**Prompt:** An exact reprint of all the records is the expected answer.

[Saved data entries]
_ _ _ _
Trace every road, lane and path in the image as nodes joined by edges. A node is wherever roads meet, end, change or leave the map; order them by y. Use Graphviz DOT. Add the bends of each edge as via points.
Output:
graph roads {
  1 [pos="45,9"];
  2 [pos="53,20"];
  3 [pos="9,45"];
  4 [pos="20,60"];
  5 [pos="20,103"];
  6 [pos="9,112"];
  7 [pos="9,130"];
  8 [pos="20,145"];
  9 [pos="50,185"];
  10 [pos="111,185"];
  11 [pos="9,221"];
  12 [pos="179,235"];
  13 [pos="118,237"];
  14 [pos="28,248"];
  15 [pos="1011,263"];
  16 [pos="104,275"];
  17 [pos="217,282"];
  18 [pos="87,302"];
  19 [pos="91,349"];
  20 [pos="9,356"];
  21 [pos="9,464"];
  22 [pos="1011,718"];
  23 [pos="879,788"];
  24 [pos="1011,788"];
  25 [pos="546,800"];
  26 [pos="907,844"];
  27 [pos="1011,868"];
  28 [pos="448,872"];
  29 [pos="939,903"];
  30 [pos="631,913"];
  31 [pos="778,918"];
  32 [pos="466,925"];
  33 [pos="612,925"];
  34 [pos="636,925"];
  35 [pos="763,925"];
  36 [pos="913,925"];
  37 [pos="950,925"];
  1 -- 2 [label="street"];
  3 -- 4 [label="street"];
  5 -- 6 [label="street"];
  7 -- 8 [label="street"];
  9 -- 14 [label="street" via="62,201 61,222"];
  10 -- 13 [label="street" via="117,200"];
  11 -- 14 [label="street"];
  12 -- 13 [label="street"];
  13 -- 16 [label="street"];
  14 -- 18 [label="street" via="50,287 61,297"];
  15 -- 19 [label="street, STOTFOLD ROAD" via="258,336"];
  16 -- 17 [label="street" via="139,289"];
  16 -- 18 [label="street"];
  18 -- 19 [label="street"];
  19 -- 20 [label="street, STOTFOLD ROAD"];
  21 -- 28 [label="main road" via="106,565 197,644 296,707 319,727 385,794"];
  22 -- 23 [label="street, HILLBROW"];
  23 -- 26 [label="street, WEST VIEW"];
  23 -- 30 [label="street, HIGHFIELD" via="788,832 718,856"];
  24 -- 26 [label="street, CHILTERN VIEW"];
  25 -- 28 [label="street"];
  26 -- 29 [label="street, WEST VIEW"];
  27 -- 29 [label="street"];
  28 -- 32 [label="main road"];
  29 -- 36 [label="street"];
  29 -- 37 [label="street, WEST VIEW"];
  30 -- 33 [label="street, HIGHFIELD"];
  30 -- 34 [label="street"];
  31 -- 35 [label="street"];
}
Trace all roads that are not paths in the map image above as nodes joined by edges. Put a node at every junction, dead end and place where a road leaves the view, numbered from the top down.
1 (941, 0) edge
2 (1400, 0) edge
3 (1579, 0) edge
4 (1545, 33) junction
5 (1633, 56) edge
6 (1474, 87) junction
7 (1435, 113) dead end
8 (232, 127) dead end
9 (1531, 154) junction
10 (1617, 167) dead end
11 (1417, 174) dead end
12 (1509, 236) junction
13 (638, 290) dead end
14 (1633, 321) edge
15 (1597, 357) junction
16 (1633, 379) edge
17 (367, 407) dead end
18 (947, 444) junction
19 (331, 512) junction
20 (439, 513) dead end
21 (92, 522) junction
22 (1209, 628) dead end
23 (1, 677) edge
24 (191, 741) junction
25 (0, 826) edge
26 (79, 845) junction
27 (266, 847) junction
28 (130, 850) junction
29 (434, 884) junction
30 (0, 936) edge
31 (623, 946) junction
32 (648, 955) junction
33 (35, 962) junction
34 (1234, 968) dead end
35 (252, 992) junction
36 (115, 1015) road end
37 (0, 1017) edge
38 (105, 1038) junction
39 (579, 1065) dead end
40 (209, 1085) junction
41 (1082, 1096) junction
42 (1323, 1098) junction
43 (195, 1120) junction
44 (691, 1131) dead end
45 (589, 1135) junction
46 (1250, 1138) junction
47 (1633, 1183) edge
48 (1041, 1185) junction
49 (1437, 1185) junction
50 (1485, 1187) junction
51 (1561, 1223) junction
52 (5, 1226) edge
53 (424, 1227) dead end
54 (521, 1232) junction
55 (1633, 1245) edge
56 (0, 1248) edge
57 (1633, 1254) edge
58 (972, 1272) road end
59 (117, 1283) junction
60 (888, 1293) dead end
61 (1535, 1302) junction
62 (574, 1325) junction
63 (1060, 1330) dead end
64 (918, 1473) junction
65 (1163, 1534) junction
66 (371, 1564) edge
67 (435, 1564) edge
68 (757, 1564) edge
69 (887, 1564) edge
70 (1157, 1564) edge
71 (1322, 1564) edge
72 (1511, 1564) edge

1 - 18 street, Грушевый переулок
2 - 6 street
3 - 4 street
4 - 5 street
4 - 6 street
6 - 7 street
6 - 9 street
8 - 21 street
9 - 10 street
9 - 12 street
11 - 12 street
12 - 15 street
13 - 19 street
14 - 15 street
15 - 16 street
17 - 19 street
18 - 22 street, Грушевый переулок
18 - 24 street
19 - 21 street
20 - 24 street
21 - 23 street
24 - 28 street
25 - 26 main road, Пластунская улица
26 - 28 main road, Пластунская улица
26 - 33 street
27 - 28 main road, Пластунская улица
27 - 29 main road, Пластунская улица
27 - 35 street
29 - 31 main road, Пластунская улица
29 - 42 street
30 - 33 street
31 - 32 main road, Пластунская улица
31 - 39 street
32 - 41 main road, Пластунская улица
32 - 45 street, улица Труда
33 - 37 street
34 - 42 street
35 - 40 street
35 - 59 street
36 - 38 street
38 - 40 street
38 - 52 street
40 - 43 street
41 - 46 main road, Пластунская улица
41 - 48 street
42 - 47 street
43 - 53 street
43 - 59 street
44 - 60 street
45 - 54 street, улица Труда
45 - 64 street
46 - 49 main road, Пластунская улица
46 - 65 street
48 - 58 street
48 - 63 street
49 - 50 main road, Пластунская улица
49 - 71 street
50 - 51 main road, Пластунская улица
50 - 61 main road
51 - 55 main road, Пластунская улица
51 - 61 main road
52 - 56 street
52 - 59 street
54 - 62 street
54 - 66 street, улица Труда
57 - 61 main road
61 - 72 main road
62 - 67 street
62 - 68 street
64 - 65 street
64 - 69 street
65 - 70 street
_ _ _ _
**Completed exercise:**
Trace every road, lane and path in the image as nodes joined by edges. A node is wherever roads meet, end, change or leave the map; order them by y. Use Graphviz DOT. Add the bends of each edge as via points.
Output:
graph roads {
  1 [pos="45,9"];
  2 [pos="53,20"];
  3 [pos="9,45"];
  4 [pos="20,60"];
  5 [pos="20,103"];
  6 [pos="9,112"];
  7 [pos="9,130"];
  8 [pos="20,145"];
  9 [pos="50,185"];
  10 [pos="111,185"];
  11 [pos="9,221"];
  12 [pos="179,235"];
  13 [pos="118,237"];
  14 [pos="28,248"];
  15 [pos="1011,263"];
  16 [pos="104,275"];
  17 [pos="217,282"];
  18 [pos="87,302"];
  19 [pos="91,349"];
  20 [pos="9,356"];
  21 [pos="9,464"];
  22 [pos="1011,718"];
  23 [pos="879,788"];
  24 [pos="1011,788"];
  25 [pos="546,800"];
  26 [pos="907,844"];
  27 [pos="1011,868"];
  28 [pos="448,872"];
  29 [pos="939,903"];
  30 [pos="631,913"];
  31 [pos="778,918"];
  32 [pos="466,925"];
  33 [pos="612,925"];
  34 [pos="636,925"];
  35 [pos="763,925"];
  36 [pos="913,925"];
  37 [pos="950,925"];
  1 -- 2 [label="street"];
  3 -- 4 [label="street"];
  5 -- 6 [label="street"];
  7 -- 8 [label="street"];
  9 -- 14 [label="street" via="62,201 61,222"];
  10 -- 13 [label="street" via="117,200"];
  11 -- 14 [label="street"];
  12 -- 13 [label="street"];
  13 -- 16 [label="street"];
  14 -- 18 [label="street" via="50,287 61,297"];
  15 -- 19 [label="street, STOTFOLD ROAD" via="258,336"];
  16 -- 17 [label="street" via="139,289"];
  16 -- 18 [label="street"];
  18 -- 19 [label="street"];
  19 -- 20 [label="street, STOTFOLD ROAD"];
  21 -- 28 [label="main road" via="106,565 197,644 296,707 319,727 385,794"];
  22 -- 23 [label="street, HILLBROW"];
  23 -- 26 [label="street, WEST VIEW"];
  23 -- 30 [label="street, HIGHFIELD" via="788,832 718,856"];
  24 -- 26 [label="street, CHILTERN VIEW"];
  25 -- 28 [label="street"];
  26 -- 29 [label="street, WEST VIEW"];
  27 -- 29 [label="street"];
  28 -- 32 [label="main road"];
  29 -- 36 [label="street"];
  29 -- 37 [label="street, WEST VIEW"];
  30 -- 33 [label="street, HIGHFIELD"];
  30 -- 34 [label="street"];
  31 -- 35 [label="street"];
}
Trace all roads that are not paths in the map image above as nodes joined by edges. Put a node at every junction, dead end and place where a road leaves the view, numbered from the top down.
1 (941, 0) edge
2 (1400, 0) edge
3 (1579, 0) edge
4 (1545, 33) junction
5 (1633, 56) edge
6 (1474, 87) junction
7 (1435, 113) dead end
8 (232, 127) dead end
9 (1531, 154) junction
10 (1617, 167) dead end
11 (1417, 174) dead end
12 (1509, 236) junction
13 (638, 290) dead end
14 (1633, 321) edge
15 (1597, 357) junction
16 (1633, 379) edge
17 (367, 407) dead end
18 (947, 444) junction
19 (331, 512) junction
20 (439, 513) dead end
21 (92, 522) junction
22 (1209, 628) dead end
23 (1, 677) edge
24 (191, 741) junction
25 (0, 826) edge
26 (79, 845) junction
27 (266, 847) junction
28 (130, 850) junction
29 (434, 884) junction
30 (0, 936) edge
31 (623, 946) junction
32 (648, 955) junction
33 (35, 962) junction
34 (1234, 968) dead end
35 (252, 992) junction
36 (115, 1015) road end
37 (0, 1017) edge
38 (105, 1038) junction
39 (579, 1065) dead end
40 (209, 1085) junction
41 (1082, 1096) junction
42 (1323, 1098) junction
43 (195, 1120) junction
44 (691, 1131) dead end
45 (589, 1135) junction
46 (1250, 1138) junction
47 (1633, 1183) edge
48 (1041, 1185) junction
49 (1437, 1185) junction
50 (1485, 1187) junction
51 (1561, 1223) junction
52 (5, 1226) edge
53 (424, 1227) dead end
54 (521, 1232) junction
55 (1633, 1245) edge
56 (0, 1248) edge
57 (1633, 1254) edge
58 (972, 1272) road end
59 (117, 1283) junction
60 (888, 1293) dead end
61 (1535, 1302) junction
62 (574, 1325) junction
63 (1060, 1330) dead end
64 (918, 1473) junction
65 (1163, 1534) junction
66 (371, 1564) edge
67 (435, 1564) edge
68 (757, 1564) edge
69 (887, 1564) edge
70 (1157, 1564) edge
71 (1322, 1564) edge
72 (1511, 1564) edge

1 - 18 street, Грушевый переулок
2 - 6 street
3 - 4 street
4 - 5 street
4 - 6 street
6 - 7 street
6 - 9 street
8 - 21 street
9 - 10 street
9 - 12 street
11 - 12 street
12 - 15 street
13 - 19 street
14 - 15 street
15 - 16 street
17 - 19 street
18 - 22 street, Грушевый переулок
18 - 24 street
19 - 21 street
20 - 24 street
21 - 23 street
24 - 28 street
25 - 26 main road, Пластунская улица
26 - 28 main road, Пластунская улица
26 - 33 street
27 - 28 main road, Пластунская улица
27 - 29 main road, Пластунская улица
27 - 35 street
29 - 31 main road, Пластунская улица
29 - 42 street
30 - 33 street
31 - 32 main road, Пластунская улица
31 - 39 street
32 - 41 main road, Пластунская улица
32 - 45 street, улица Труда
33 - 37 street
34 - 42 street
35 - 40 street
35 - 59 street
36 - 38 street
38 - 40 street
38 - 52 street
40 - 43 street
41 - 46 main road, Пластунская улица
41 - 48 street
42 - 47 street
43 - 53 street
43 - 59 street
44 - 60 street
45 - 54 street, улица Труда
45 - 64 street
46 - 49 main road, Пластунская улица
46 - 65 street
48 - 58 street
48 - 63 street
49 - 50 main road, Пластунская улица
49 - 71 street
50 - 51 main road, Пластунская улица
50 - 61 main road
51 - 55 main road, Пластунская улица
51 - 61 main road
52 - 56 street
52 - 59 street
54 - 62 street
54 - 66 street, улица Труда
57 - 61 main road
61 - 72 main road
62 - 67 street
62 - 68 street
64 - 65 street
64 - 69 street
65 - 70 street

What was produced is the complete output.